En el sureste de Brasil, las inundaciones devastadoras provocadas por lluvias extremas han escalado a una tragedia nacional, con al menos 30 muertos, 39 desaparecidos y más de 3.000 personas sin hogar en el estado de Minas Gerais.
La ciudad de Juiz de Fora, a unos 310 kilómetros al norte de Río de Janeiro, sigue siendo el foco principal del desastre, con deslizamientos de tierra que sepultaron al menos 20 viviendas en el barrio Parque Burnier, dejando 17 desaparecidos, entre ellos cinco niños. En Ubá, a 100 kilómetros, se suman varios fallecidos, elevando el saldo fatal. Los bomberos, con apoyo de 150 agentes de áreas vecinas, han rescatado a nueve sobrevivientes de los escombros, pero las operaciones se complican por el lodo y las lluvias persistentes. El río Paraibuna desbordado ha transformado calles en canales turbulentos, paralizando el transporte, suspendiendo clases en una población de casi 600.000 habitantes y causando daños incalculables en infraestructura.
Más allá de Minas Gerais, el temporal se extiende: en São Paulo, se reportan 19 muertes desde diciembre de 2025, parte de la Operación Lluvias, con derrumbes e inundaciones repentinas que arrastran vehículos y personas. En total, 440 evacuados han sido reubicados en escuelas y refugios, mientras meteorólogos advierten de más precipitaciones en Minas Gerais, Río de Janeiro, Espírito Santo y Goiás, bajo alerta naranja del Instituto Nacional de Meteorología (Inmet).
La alcaldesa Margarida Salomão decretó el estado de calamidad pública en Juiz de Fora para agilizar ayuda federal, afirmando: “Nos multiplicamos para socorrer y salvar vidas”. El gobernador Romeu Zema visitó la zona y prometió apoyo total: “Minas hará todo para aliviar este sufrimiento”. El Gobierno federal acelera recursos, en un patrón recurrente de tragedias veraniegas, como las de São João de Meriti (Río) y São Paulo.

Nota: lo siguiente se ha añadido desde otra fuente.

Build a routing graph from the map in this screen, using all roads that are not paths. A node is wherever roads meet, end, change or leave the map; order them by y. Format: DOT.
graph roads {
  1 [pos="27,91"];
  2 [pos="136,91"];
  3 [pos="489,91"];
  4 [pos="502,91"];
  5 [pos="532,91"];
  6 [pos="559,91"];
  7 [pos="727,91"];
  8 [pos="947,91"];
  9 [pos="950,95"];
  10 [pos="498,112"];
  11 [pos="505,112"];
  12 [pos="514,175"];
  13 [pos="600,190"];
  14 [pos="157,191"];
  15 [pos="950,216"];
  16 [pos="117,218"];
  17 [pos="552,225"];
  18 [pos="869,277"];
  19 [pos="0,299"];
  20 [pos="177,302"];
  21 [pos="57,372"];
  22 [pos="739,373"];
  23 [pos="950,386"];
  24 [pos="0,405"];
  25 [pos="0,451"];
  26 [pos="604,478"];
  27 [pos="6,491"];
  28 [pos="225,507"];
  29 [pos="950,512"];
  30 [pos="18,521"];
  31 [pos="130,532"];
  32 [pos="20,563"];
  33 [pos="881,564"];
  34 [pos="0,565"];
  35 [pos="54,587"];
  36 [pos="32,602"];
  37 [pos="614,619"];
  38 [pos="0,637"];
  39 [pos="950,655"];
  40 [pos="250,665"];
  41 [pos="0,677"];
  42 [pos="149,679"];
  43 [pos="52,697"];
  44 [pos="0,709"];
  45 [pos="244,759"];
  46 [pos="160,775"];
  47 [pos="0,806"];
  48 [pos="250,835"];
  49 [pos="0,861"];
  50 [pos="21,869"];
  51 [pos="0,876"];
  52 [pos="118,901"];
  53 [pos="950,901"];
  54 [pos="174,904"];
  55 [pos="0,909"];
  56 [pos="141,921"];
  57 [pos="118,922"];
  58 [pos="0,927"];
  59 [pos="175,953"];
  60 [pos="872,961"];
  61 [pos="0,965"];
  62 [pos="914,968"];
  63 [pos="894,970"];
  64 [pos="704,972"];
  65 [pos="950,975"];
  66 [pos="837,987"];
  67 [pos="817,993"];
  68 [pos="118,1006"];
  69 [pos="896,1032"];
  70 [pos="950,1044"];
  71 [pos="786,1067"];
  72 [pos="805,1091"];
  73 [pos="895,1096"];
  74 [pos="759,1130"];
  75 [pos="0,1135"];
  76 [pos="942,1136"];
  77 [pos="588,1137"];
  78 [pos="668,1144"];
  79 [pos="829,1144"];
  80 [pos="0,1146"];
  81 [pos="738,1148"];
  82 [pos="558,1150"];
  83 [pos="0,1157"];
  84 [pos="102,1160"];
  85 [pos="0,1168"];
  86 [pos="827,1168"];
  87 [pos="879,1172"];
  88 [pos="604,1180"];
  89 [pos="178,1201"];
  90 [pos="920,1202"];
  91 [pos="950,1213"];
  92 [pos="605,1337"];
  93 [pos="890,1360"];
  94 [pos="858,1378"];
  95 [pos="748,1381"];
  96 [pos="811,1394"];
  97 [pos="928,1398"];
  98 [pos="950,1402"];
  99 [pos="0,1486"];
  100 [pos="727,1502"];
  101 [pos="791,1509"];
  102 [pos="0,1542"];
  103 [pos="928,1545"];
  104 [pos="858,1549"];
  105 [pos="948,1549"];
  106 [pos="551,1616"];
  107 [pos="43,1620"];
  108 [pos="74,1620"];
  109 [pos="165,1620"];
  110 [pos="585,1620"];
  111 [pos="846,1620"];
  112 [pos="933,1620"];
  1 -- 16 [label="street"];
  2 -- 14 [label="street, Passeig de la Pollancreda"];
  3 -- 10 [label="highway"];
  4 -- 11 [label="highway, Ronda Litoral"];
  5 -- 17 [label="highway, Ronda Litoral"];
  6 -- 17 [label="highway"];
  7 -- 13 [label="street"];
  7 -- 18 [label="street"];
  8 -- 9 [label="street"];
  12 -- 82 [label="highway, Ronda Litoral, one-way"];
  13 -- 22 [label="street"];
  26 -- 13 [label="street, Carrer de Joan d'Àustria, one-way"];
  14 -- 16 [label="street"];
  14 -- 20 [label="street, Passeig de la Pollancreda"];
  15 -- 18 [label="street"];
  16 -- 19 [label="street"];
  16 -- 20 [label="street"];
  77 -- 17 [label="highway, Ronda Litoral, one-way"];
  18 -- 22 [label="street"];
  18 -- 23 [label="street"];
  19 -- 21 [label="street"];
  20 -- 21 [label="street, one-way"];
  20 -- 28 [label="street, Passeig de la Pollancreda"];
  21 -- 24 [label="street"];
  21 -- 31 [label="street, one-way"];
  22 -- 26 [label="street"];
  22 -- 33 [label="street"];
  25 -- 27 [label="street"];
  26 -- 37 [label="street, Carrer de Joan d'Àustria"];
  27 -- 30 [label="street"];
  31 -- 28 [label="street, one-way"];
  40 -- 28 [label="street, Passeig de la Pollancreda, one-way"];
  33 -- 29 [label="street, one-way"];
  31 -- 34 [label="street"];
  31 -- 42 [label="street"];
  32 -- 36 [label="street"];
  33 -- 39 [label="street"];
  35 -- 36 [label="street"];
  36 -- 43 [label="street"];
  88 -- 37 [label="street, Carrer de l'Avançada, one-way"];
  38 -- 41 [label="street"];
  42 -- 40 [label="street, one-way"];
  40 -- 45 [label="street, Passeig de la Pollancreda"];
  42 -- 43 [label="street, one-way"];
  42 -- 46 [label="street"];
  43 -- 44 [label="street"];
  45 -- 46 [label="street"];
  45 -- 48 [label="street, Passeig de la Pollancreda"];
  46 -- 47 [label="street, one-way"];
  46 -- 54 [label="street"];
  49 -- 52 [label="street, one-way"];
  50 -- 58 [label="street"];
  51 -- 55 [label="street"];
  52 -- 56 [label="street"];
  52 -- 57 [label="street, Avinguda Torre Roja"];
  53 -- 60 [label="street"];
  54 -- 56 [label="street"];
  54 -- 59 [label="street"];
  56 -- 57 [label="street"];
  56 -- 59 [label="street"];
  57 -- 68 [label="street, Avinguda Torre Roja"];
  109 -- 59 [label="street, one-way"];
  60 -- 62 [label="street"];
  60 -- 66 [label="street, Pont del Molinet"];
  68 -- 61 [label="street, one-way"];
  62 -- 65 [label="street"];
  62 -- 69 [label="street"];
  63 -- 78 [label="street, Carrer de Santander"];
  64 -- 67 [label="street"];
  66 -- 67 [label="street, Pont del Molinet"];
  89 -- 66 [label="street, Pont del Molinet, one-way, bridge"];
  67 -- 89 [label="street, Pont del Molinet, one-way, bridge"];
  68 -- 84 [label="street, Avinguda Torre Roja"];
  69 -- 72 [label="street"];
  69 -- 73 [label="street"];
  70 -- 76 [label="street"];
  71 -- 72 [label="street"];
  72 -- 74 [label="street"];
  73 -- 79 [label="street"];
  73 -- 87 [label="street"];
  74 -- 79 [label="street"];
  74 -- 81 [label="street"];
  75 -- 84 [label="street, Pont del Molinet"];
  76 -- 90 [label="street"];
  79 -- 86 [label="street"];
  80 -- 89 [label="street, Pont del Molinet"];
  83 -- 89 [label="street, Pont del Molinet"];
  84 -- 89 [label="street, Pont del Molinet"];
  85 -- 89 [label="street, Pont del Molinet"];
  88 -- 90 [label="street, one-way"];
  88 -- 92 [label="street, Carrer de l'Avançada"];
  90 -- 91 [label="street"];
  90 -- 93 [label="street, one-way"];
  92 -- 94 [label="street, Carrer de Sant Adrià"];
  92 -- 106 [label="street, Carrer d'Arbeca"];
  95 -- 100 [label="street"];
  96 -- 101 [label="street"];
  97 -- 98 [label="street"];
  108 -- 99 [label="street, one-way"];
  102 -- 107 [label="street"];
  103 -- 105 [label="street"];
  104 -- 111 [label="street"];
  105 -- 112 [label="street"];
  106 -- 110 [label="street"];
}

Comparando con la catástrofe del año pasado (2025), las inundaciones en Camboriú, estado de Santa Catarina, declararon estado de emergencia en enero tras 197 milímetros de lluvia en seis horas, superando pronósticos mensuales y causando desbordes, cortes de rutas como la avenida Osvaldo Reis y afectaciones a turistas, incluyendo argentinos. No se reportaron muertes directas en Camboriú, pero eventos relacionados en el sur sumaron al menos 10 muertos y 21 desaparecidos por deslizamientos, con más de 100.000 evacuados en total y refugios habilitados. A diferencia de 2026, con su saldo letal en ascenso y foco en deslizamientos masivos, 2025 fue más localizado en balnearios turísticos, con impactos en movilidad y economía, pero menor mortalidad. Sin embargo, ambos resaltan la recurrencia: en 2024, el sur sufrió inundaciones históricas con más de 200 muertos y dos millones afectados, la peor tragedia climática reciente.
Historias de heroísmo emergen, como rescates de familiares y animales, pero el temor crece por el cambio climático que intensifica estos eventos. Expertos urgen medidas preventivas en zonas montañosas vulnerables, mientras Brasil enfrenta otra prueba de resiliencia.